▶ _Your assignment_:
This exercise calls for every line of the data below with the string "roads" in it.

▶ _Data section_:
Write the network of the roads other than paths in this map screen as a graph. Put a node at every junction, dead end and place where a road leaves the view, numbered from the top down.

...

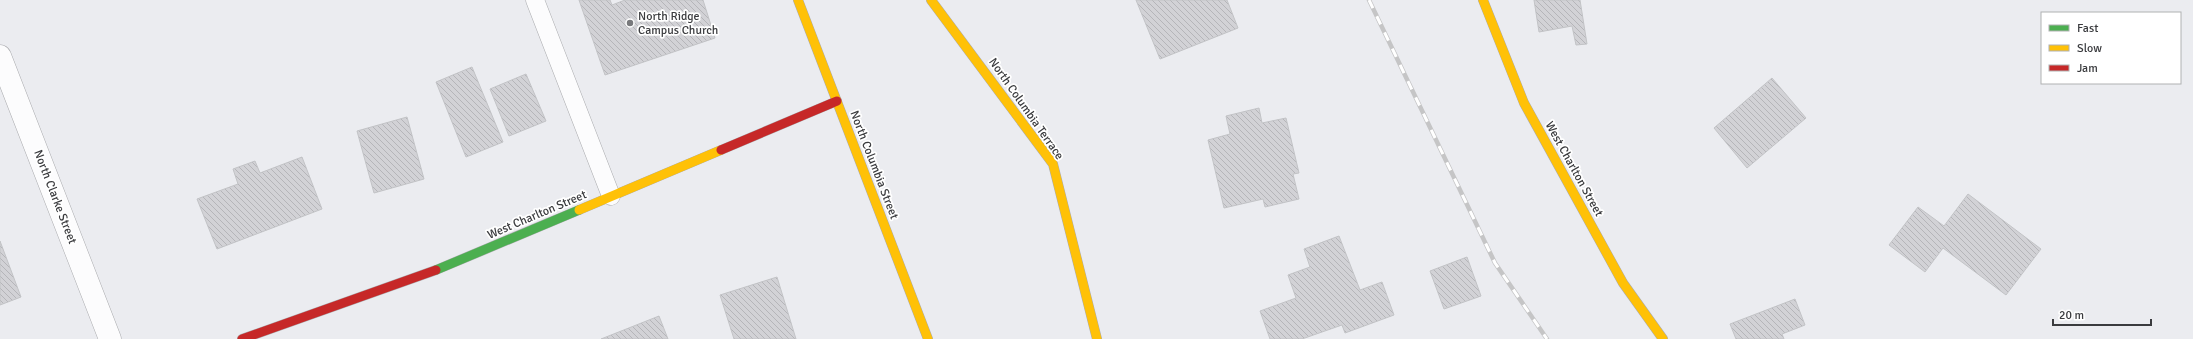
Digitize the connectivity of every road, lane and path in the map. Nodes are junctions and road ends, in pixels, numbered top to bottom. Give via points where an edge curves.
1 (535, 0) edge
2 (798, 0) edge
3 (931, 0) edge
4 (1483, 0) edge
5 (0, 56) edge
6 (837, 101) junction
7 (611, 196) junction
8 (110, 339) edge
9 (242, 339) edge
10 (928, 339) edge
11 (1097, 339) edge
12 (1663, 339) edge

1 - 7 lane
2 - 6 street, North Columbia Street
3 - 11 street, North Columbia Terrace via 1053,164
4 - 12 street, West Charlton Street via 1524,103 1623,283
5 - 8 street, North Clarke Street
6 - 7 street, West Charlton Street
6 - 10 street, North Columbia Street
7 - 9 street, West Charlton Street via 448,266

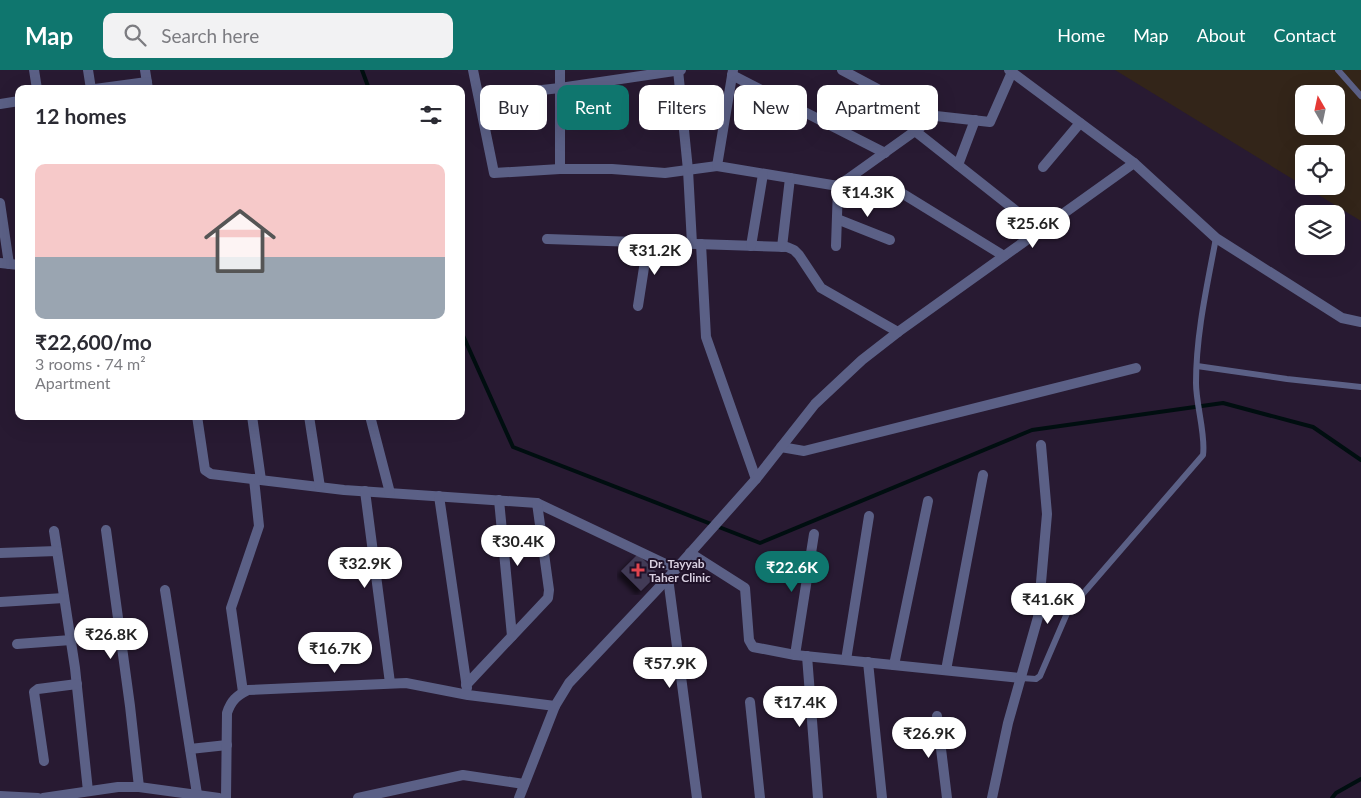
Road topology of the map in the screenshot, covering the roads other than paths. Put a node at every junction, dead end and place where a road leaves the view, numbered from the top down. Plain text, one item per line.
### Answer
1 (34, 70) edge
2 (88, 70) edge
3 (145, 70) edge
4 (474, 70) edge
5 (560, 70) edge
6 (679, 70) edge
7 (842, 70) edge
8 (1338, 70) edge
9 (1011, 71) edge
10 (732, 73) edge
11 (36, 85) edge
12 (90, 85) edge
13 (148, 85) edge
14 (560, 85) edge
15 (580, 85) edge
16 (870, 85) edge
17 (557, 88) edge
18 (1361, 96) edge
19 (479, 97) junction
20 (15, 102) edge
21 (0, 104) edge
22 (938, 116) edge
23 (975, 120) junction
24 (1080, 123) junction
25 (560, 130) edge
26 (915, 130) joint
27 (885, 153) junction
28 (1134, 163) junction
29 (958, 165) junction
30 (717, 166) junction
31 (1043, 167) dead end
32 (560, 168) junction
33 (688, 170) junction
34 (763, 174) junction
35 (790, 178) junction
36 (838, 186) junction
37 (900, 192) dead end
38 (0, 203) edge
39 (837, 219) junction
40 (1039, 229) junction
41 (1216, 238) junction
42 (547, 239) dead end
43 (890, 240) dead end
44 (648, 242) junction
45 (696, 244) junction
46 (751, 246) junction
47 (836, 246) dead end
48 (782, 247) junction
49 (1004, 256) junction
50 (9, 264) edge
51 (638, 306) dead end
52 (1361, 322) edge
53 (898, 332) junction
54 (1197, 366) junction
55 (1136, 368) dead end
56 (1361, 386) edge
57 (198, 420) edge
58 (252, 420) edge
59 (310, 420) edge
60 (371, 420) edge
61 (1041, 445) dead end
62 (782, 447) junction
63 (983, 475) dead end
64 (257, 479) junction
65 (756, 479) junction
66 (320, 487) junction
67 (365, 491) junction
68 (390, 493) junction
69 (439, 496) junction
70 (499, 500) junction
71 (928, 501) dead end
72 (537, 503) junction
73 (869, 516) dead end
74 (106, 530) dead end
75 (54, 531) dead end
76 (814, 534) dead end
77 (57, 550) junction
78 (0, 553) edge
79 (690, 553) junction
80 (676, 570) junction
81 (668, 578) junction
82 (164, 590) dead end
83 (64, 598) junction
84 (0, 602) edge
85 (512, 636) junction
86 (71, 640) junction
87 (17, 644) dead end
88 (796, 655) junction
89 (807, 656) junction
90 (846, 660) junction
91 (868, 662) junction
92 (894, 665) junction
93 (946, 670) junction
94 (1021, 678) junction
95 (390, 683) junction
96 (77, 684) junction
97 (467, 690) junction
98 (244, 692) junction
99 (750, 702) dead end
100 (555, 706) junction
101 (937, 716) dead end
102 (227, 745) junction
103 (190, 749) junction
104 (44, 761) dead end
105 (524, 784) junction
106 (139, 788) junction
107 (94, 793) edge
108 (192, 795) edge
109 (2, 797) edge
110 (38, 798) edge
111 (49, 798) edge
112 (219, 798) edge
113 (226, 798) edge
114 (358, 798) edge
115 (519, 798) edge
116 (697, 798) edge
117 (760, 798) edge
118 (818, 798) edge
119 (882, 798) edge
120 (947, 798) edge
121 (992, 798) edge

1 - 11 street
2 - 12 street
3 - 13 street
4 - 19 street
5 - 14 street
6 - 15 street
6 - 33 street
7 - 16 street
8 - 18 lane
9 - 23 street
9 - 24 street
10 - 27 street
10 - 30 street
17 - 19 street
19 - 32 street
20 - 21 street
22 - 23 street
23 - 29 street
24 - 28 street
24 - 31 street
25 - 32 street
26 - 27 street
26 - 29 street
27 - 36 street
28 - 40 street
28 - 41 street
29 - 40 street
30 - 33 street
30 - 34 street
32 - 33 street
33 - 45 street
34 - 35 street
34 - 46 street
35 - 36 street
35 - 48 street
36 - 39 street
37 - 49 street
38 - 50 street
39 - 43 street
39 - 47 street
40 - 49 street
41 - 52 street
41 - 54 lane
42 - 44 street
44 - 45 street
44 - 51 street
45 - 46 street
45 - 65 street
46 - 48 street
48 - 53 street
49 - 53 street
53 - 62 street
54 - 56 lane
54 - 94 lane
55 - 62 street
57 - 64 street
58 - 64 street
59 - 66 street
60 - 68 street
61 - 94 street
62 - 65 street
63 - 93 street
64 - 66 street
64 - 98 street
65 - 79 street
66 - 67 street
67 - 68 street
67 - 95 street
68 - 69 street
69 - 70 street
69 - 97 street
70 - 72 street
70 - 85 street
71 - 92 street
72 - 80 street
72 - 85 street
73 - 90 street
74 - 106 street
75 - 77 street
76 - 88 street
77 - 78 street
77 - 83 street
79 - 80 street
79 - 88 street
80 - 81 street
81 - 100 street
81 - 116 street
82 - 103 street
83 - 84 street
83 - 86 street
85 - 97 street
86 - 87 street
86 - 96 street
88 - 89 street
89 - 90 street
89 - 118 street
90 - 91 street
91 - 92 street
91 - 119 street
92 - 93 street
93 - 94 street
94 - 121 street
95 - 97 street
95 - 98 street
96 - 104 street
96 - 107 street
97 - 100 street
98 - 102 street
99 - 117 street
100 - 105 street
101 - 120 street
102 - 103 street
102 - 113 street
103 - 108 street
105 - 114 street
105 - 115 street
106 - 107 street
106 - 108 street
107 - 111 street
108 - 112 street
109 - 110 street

▶ _Written solution_:
Write the network of the roads other than paths in this map screen as a graph. Put a node at every junction, dead end and place where a road leaves the view, numbered from the top down.
Road topology of the map in the screenshot, covering the roads other than paths. Put a node at every junction, dead end and place where a road leaves the view, numbered from the top down. Plain text, one item per line.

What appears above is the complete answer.